Shevchuk described a dilemma he faced: should he take a prescriptive approach, deviating from how the language is truly spoken in favor of the “correct” Ukrainian? Or, should he simply record down the most common phrases, and in that, legitimize the imperialistic changes that have been forcefully made on the language? He settled on trying as much as possible to record pre-Soviet Ukrainian, and in this process, discovered many words that have since been forgotten or fallen from use. 

So which words did Shevchuk end up choosing? The over 8,500 words he included are a selection of the most commonly used Ukrainian words. They cover a broad range of topics: from day-to-day life, to official language used in government, to slang and vulgarisms. 

Thus, the UECD in itself combines six different things. It is at once a translation dictionary, used to directly translate words; a learner’s dictionary, with information about grammar structures and morphology of words; a collocation dictionary, of course, which includes over 200,000 collocations; a thesaurus, which includes 8,000 synonyms and 1,000 antonyms; a phraseological dictionary, describing common idioms and phrases; and finally an encyclopedia, with detailed entries about words that may be unfamiliar to a reader. 

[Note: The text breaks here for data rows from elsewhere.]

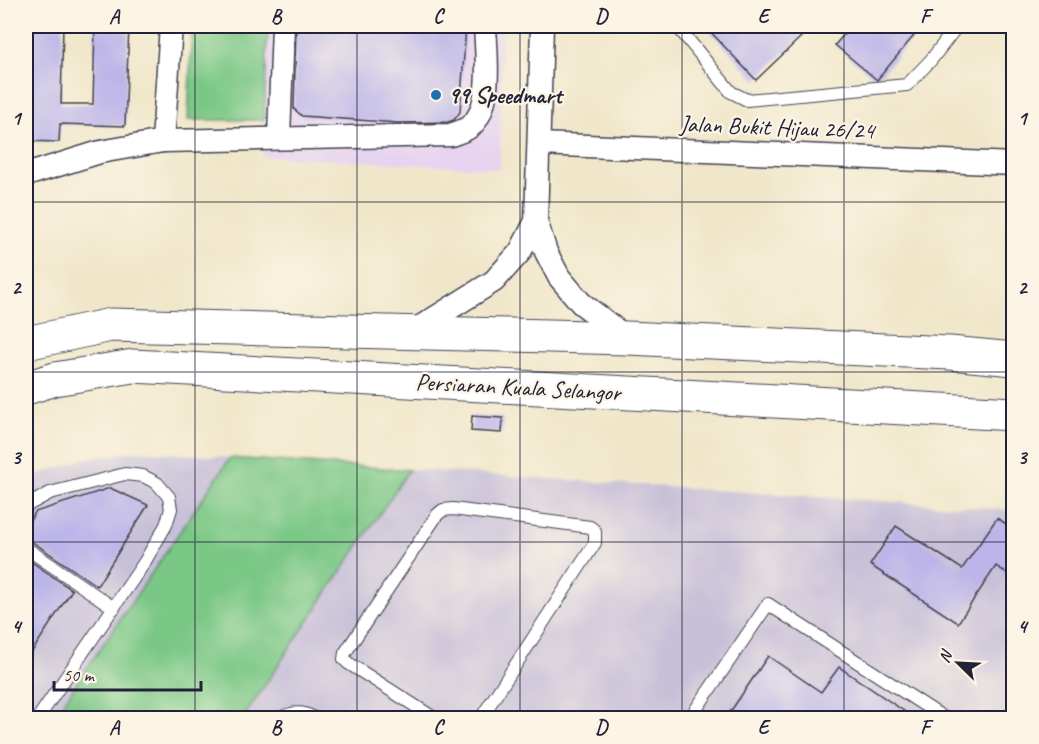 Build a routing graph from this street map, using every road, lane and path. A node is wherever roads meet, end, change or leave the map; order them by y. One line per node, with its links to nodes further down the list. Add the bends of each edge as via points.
1 (171, 26): 8 (street)
2 (283, 26): 7 (street)
3 (485, 26): 7 (street, via 486,90 481,113 470,127 451,135)
4 (542, 26): 9 (street)
5 (676, 26): 6 (lane, via 731,92 747,100 907,85)
6 (957, 26)
7 (279, 138): 8 (street)
8 (163, 141): 11 (street, via 100,152)
9 (539, 144): 10 (street, Jalan Bukit Hijau 26/24); 12 (street)
10 (1014, 164)
11 (26, 175)
12 (536, 221): 13 (street, via 520,252 494,281); 14 (street, via 559,278 581,303)
13 (411, 333): 14 (main road, Persiaran Kuala Selangor); 15 (main road, Persiaran Kuala Selangor, via 111,325)
14 (627, 338): 16 (main road, Persiaran Kuala Selangor)
15 (26, 343)
16 (1014, 359)
17 (26, 388): 18 (main road, Persiaran Kuala Selangor, via 55,379 134,366)
18 (1014, 414)
19 (26, 506): 21 (lane, via 50,493 125,474 157,483 169,497 171,509 166,525)
20 (26, 549): 21 (lane)
21 (114, 608): 22 (lane)
22 (38, 718)
23 (280, 718): 24 (lane, via 291,712)
24 (314, 718)
25 (434, 718): 26 (lane, via 344,658 437,515 453,509 590,527 595,531 595,543)
26 (481, 718)
27 (690, 718): 28 (lane, via 768,604)
28 (944, 718) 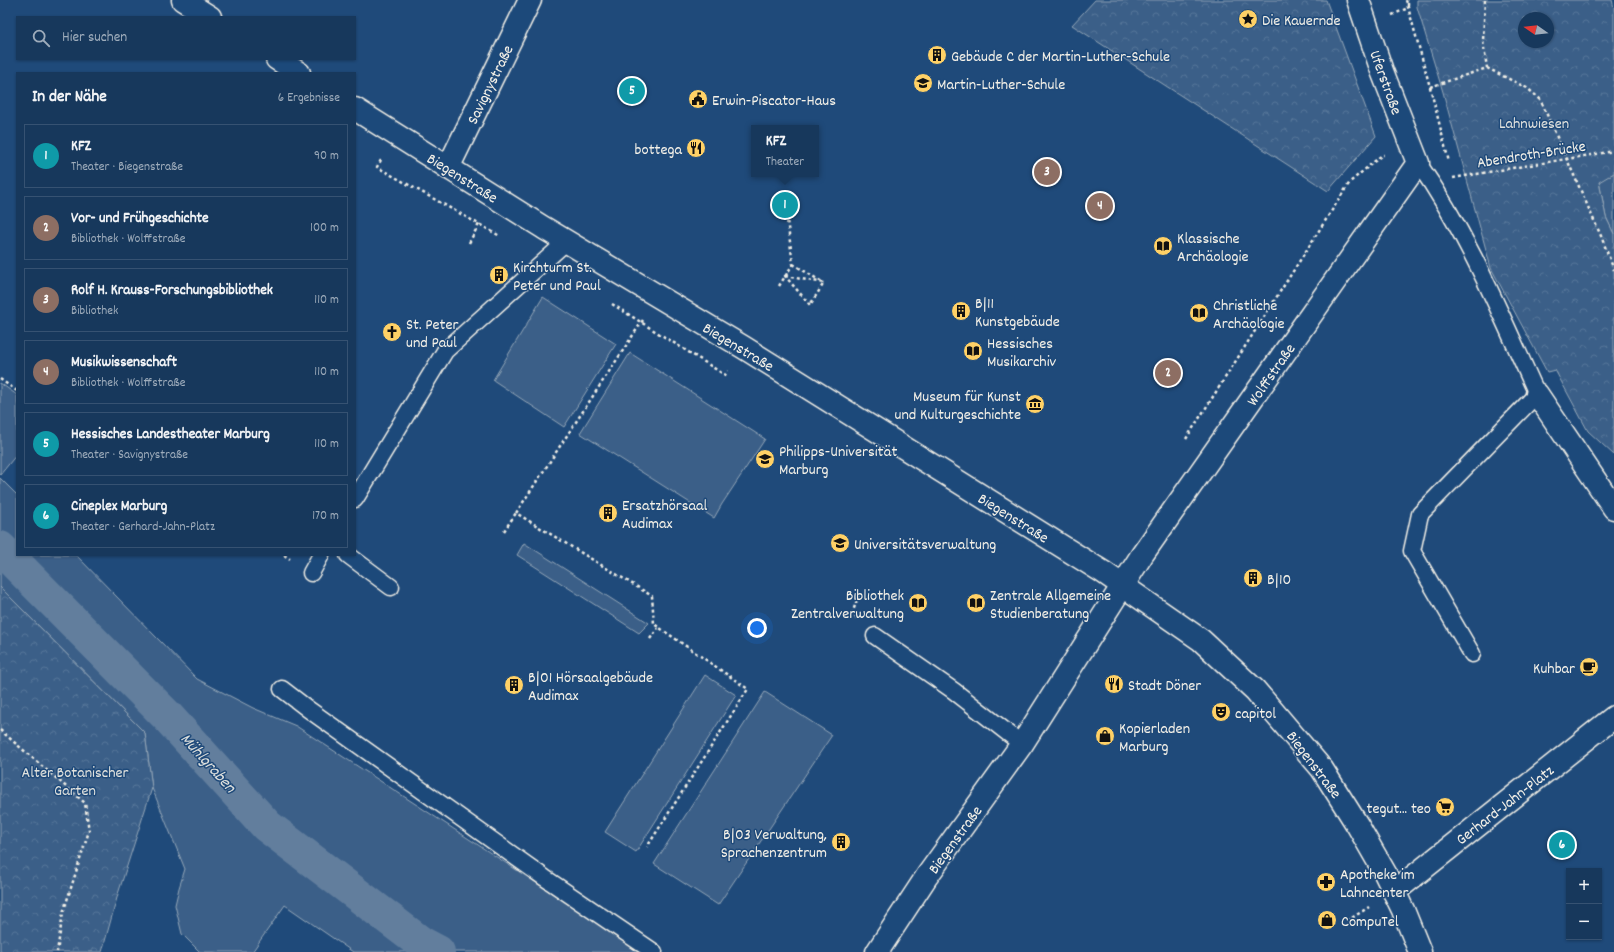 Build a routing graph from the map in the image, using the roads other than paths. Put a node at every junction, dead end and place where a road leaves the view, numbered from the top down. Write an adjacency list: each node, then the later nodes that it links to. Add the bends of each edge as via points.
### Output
1 (183, 0): 4 (street)
2 (530, 0): 9 (street, Savignystraße)
3 (1358, 0): 8 (street, Uferstraße, via 1382,71)
4 (208, 16)
5 (279, 60): 6 (street)
6 (297, 72)
7 (356, 109): 9 (street, Biegenstraße)
8 (1418, 163): 11 (lane, via 1437,190 1481,270); 17 (street, Wolffstraße)
9 (448, 168): 10 (street, Biegenstraße)
10 (567, 241): 12 (lane, via 445,351); 17 (street, Biegenstraße, via 743,347)
11 (1537, 394): 13 (street); 20 (lane, via 1420,514 1412,551)
12 (356, 497)
13 (1614, 508)
14 (320, 556): 16 (lane)
15 (349, 556): 18 (lane)
16 (311, 573)
17 (1123, 585): 23 (street, Biegenstraße); 24 (street, Biegenstraße, via 1201,640 1255,690 1322,769 1358,826)
18 (391, 587)
19 (875, 636): 23 (lane, via 954,691)
20 (1472, 654)
21 (282, 689): 25 (lane)
22 (1614, 717): 24 (street, Gerhard-Jahn-Platz)
23 (1022, 744): 26 (street, Biegenstraße, via 927,876)
24 (1394, 892): 27 (street, Biegenstraße)
25 (654, 952)
26 (878, 952)
27 (1420, 952) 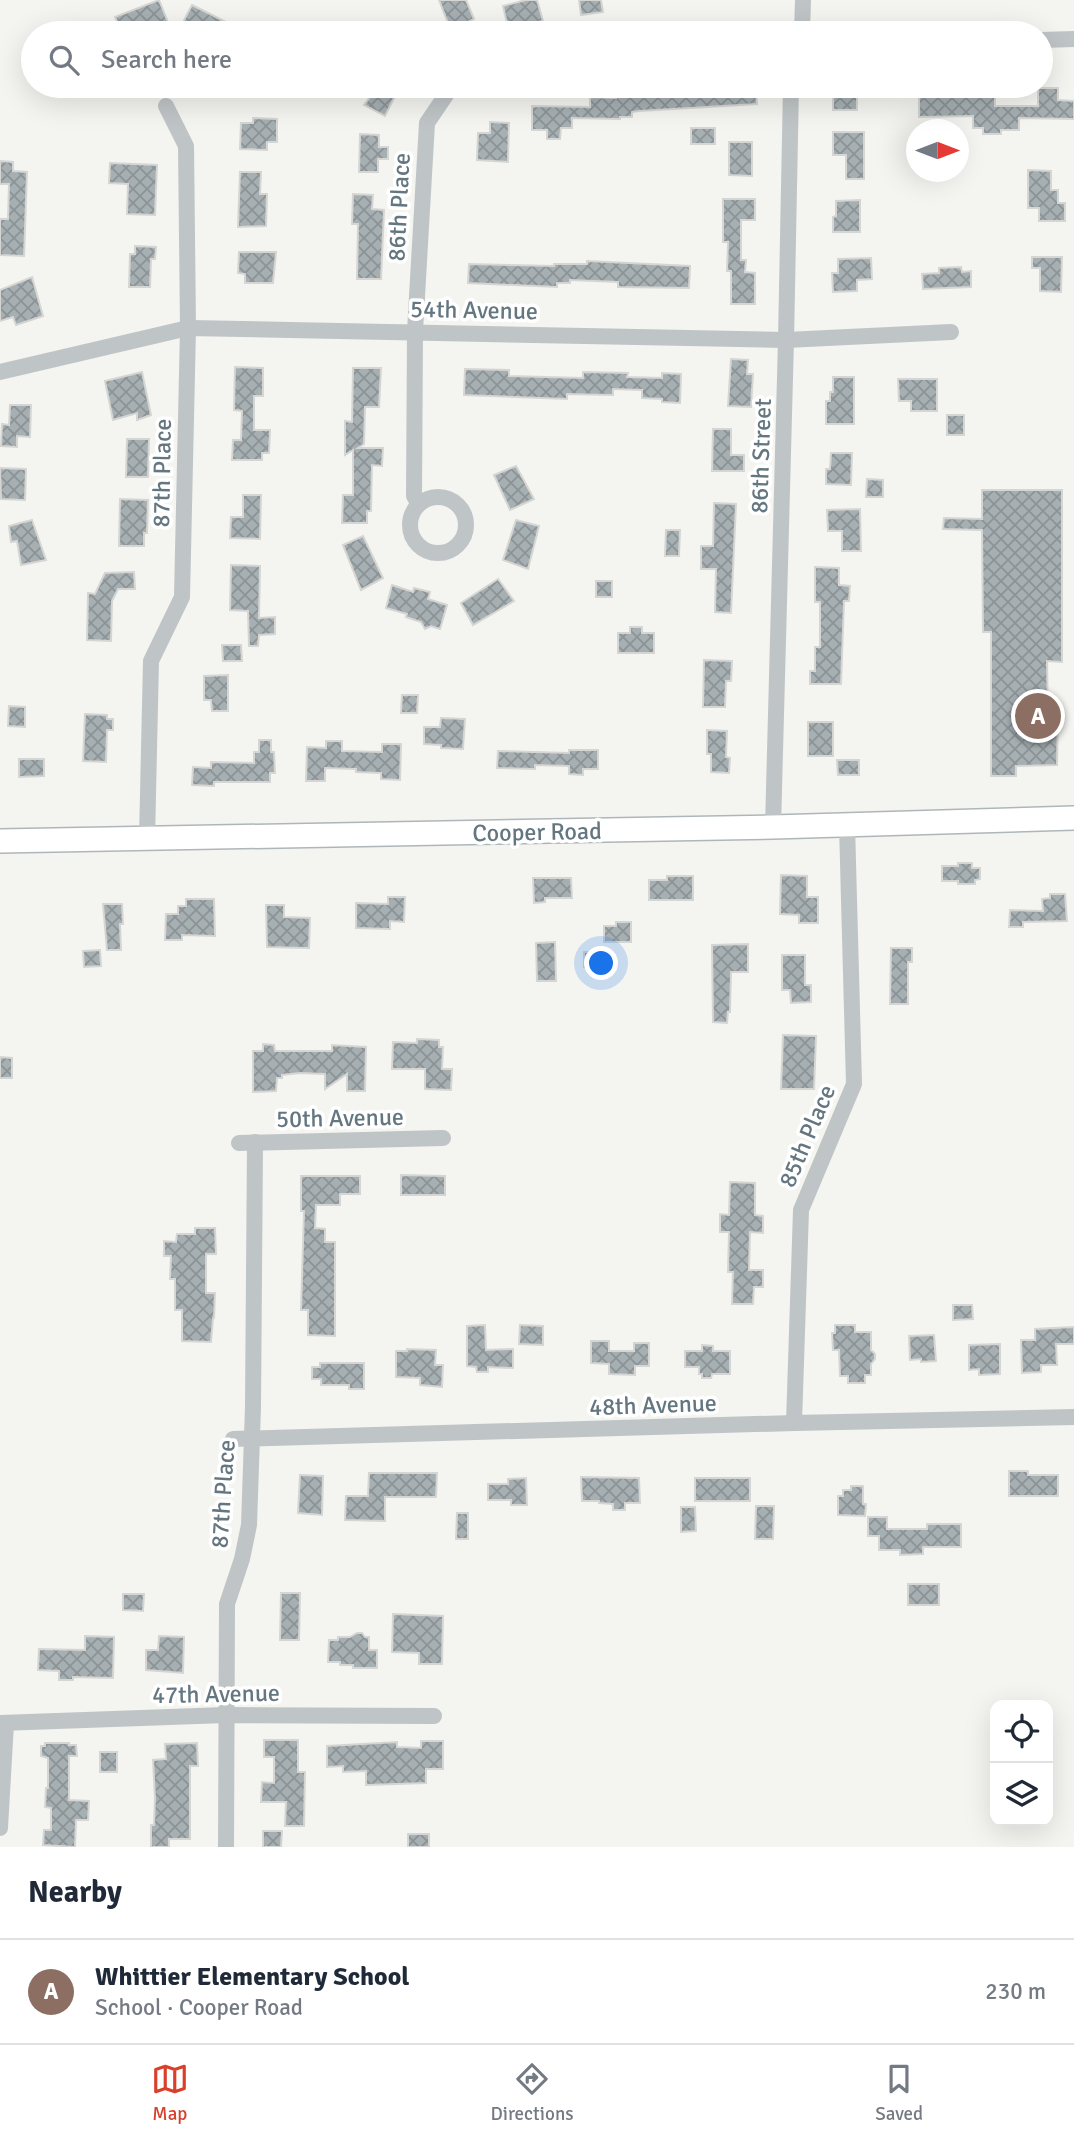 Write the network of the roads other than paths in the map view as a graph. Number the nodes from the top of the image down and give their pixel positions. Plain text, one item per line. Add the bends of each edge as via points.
1 (803, 0) edge
2 (802, 21) edge
3 (1074, 39) edge
4 (1053, 40) edge
5 (443, 98) edge
6 (791, 98) edge
7 (166, 106) dead end
8 (188, 328) junction
9 (415, 331) junction
10 (951, 332) dead end
11 (786, 340) junction
12 (0, 372) edge
13 (419, 505) dead end
14 (1074, 818) edge
15 (847, 825) junction
16 (774, 827) junction
17 (147, 839) junction
18 (0, 841) edge
19 (443, 1138) dead end
20 (247, 1143) joint
21 (1074, 1417) edge
22 (794, 1423) junction
23 (233, 1439) dead end
24 (250, 1439) junction
25 (226, 1715) junction
26 (434, 1716) dead end
27 (3, 1723) edge
28 (0, 1828) edge
29 (226, 1847) edge

1 - 2 street
3 - 4 street
5 - 9 street, 86th Place via 427,123
6 - 11 street, 86th Street
7 - 8 street, 87th Place via 186,146
8 - 9 street, 54th Avenue
8 - 12 street, 54th Avenue
8 - 17 street, 87th Place via 182,597 151,661
9 - 11 street, 54th Avenue
9 - 13 street, 86th Place via 414,496
10 - 11 street, 54th Avenue
11 - 16 street, 86th Street
14 - 15 street, Cooper Road
15 - 16 street, Cooper Road
15 - 22 street, 85th Place via 854,1084 801,1210
16 - 17 street, Cooper Road
17 - 18 street, Cooper Road
19 - 20 street, 50th Avenue
20 - 24 street, 87th Place
21 - 22 street, 48th Avenue
22 - 24 street, 48th Avenue
23 - 24 street, 48th Avenue
24 - 25 street, 87th Place via 249,1525 227,1604
25 - 26 street, 47th Avenue
25 - 27 street, 47th Avenue
25 - 29 street, 87th Place
27 - 28 street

Within the UECD are a number of unprecedented strides in furthering Ukrainian-English understanding. There are definitions of new words that have been added to the public lexicon since the 60s (when the last full dictionary was written), for example, the word “meme”. There are descriptions of non-equivalent items, or in other words, words that have no direct translation, for example, the Ukrainian word okrip, a word for bubbling boiling water, which has no direct English equivalent. There are explanations of grammatical constructs unfamiliar to an English audience, for example unidirectional vs. omnidirectional motion verbs (which are differentiated in Ukrainian but not English). 

Shevchuk intends for this dictionary to be used by a wide range of people: from a foreigner learning Ukrainian to a native speaker looking to brush up their vocabulary. He wants the dictionary to be continual proof of the aliveness and vibrancy of the Ukrainian language.